Health Plan Choice and the Valuation of Plan Attributes in the ACA Marketplaces

Monday, June 11, 2018: 4:10 PM
2001 - Second Floor (Rollins School of Public Health)

Presenter: Shawn Du

Discussant: Benjamin Sommers


Health insurance plans sold in the Affordable Care Act (ACA) Marketplaces cover a significant and increasing share of the US population. However, not much is currently known about how consumers value different health plan attributes in their choice of plans in these federally-facilitated and state-based marketplaces. In particular, it is unclear how enrollees consider non-financial plan attributes such as provider network size and plan quality ratings in their plan choices and how much they are willing to pay for these attributes. It is also unclear how changes in plan choice attributes are associated with switching decisions. In this paper, I explore how enrollees value and make tradeoffs between key financial and non-financial plan attributes. I also explore how enrollee plan switching decisions are associated with changes in plan attributes and choice set characteristics. I also simulate how consumer welfare changes as a result of hypothetical insurer exit decisions and plan provider network adequacy restrictions.

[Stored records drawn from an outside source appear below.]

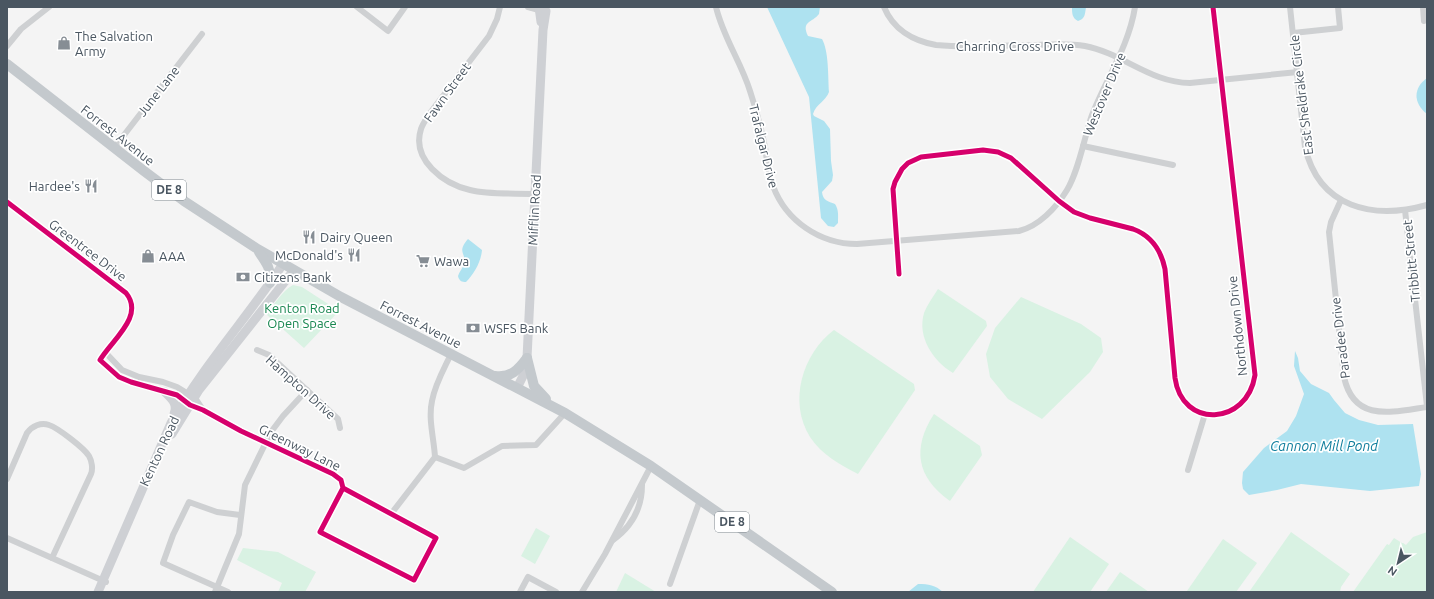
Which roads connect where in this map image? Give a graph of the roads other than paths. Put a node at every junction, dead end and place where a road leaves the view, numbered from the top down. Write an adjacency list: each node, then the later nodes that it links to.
1 (49, 7): 16 (street)
2 (357, 7): 3 (street)
3 (406, 7)
4 (500, 7): 24 (street, Fawn Street)
5 (716, 7): 30 (street, Trafalgar Drive)
6 (884, 7): 17 (street, Charring Cross Drive)
7 (1135, 7): 17 (street, Westover Drive)
8 (1213, 7): 20 (street, Northdown Drive)
9 (1290, 7): 14 (street, East Sheldrake Circle)
10 (1338, 7): 14 (street)
11 (1423, 7): 13 (street)
12 (538, 8): 24 (main road, Mifflin Road)
13 (1427, 20)
14 (1293, 33): 19 (street, East Sheldrake Circle)
15 (202, 34): 22 (street, June Lane)
16 (7, 46)
17 (1118, 58): 20 (street, Charring Cross Drive); 21 (street, Westover Drive)
18 (7, 64): 22 (highway, Forrest Avenue / DE 8)
19 (1298, 72): 20 (street, Charring Cross Drive); 25 (street, East Sheldrake Circle)
20 (1221, 80): 48 (street, Northdown Drive)
21 (1083, 146): 23 (street); 26 (street, Westover Drive)
22 (114, 148): 31 (highway, Forrest Avenue / DE 8)
23 (1172, 165)
24 (535, 194): 39 (main road, Mifflin Road)
25 (1341, 200): 29 (street, East Sheldrake Circle); 46 (street, Paradee Drive)
26 (1059, 201): 30 (street, Trafalgar Drive); 30 (street); 48 (street)
27 (7, 202): 37 (street, Greentree Drive)
28 (1427, 205): 29 (street, East Sheldrake Circle)
29 (1405, 210): 46 (street, Tribbitt Street)
30 (896, 242): 34 (street)
31 (256, 248): 32 (highway, Forrest Avenue / DE 8); 35 (highway)
32 (283, 264): 33 (highway, Forrest Avenue / DE 8); 35 (main road, Kenton Road)
33 (294, 270): 38 (highway, Forrest Avenue / DE 8); 44 (main road, Kenton Road)
34 (899, 274)
35 (270, 283): 44 (main road, Kenton Road)
36 (256, 350): 42 (street, Hampton Drive)
37 (105, 352): 43 (street, Greentree Drive); 44 (street)
38 (451, 354): 40 (highway, Forrest Avenue / DE 8); 52 (street)
39 (527, 358): 40 (highway); 41 (main road, Mifflin Road); 45 (highway)
40 (492, 375): 41 (highway, Forrest Avenue / DE 8)
41 (518, 388): 45 (highway, Forrest Avenue / DE 8)
42 (307, 390): 50 (street, Hampton Drive); 51 (street)
43 (165, 392): 44 (street, Greentree Drive); 49 (main road)
44 (189, 399): 49 (main road, Kenton Road); 51 (street, Greenway Lane); 62 (main road, Kenton Road)
45 (555, 407): 47 (highway, Forrest Avenue / DE 8)
46 (1427, 407)
47 (566, 413): 52 (street); 53 (highway, Forrest Avenue / DE 8)
48 (1204, 414): 54 (street)
49 (171, 423): 62 (main road, Kenton Road)
50 (340, 428)
51 (266, 441): 56 (street, Greenway Lane); 59 (street)
52 (435, 457): 58 (street)
53 (651, 466): 57 (highway, Forrest Avenue / DE 8); 70 (street)
54 (1188, 470)
55 (7, 479): 61 (street)
56 (343, 488): 58 (street, Greenway Lane); 58 (street, Greenway Lane)
57 (700, 500): 63 (street); 71 (highway, Forrest Avenue / DE 8)
58 (391, 514)
59 (240, 515): 64 (street); 64 (street)
60 (7, 538): 61 (street)
61 (52, 558): 62 (street)
62 (104, 581): 65 (main road, Kenton Road); 66 (main road, Kenton Road)
63 (670, 584)
64 (217, 590): 67 (street)
65 (98, 592)
66 (102, 592)
67 (228, 592)
68 (520, 592): 69 (street)
69 (556, 592)
70 (582, 592)
71 (832, 592)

To explore these issues, detailed person-level plan enrollment data from the California, Colorado, and Washington state-based marketplaces for 2014-2017 are linked to plan characteristics from the Robert Wood Johnson Foundation HIX Compare data and provider network data from Vericred. Conditional and mixed logit regressions are used to examine enrollee plan choice as a function of various financial and non-financial plan attributes, and logit regressions are used to explore plan switching as a function of changes in both chosen-plan attributes and overall choice-set characteristics. These estimates are also used to calculate changes in expected consumer surplus due to simulated changes in the choice sets.

I find that enrollee plan choices are strongly related to premium, deductible, provider network size, and quality star ratings in the expected directions. In particular, enrollees have a significant willingness-to-pay for larger provider network size, in the range of $76 to $266 for a 10 percentage point increase in network size across these three states. Moreover, enrollees are sensitive to star rating measures of plan quality, with, for example, a willingness to pay of $427 for four vs. three stars in California and $361 for four vs. three stars in Colorado (as star ratings were not used in Washington during this time) Examining changes in plan attributes and choice set characteristics on switching, there is some evidence that enrollees are more likely to switch plans when a plan’s provider network size decreases and when a plan’s star rating decreases, but there is no strong evidence that individuals switch due to increases in premiums.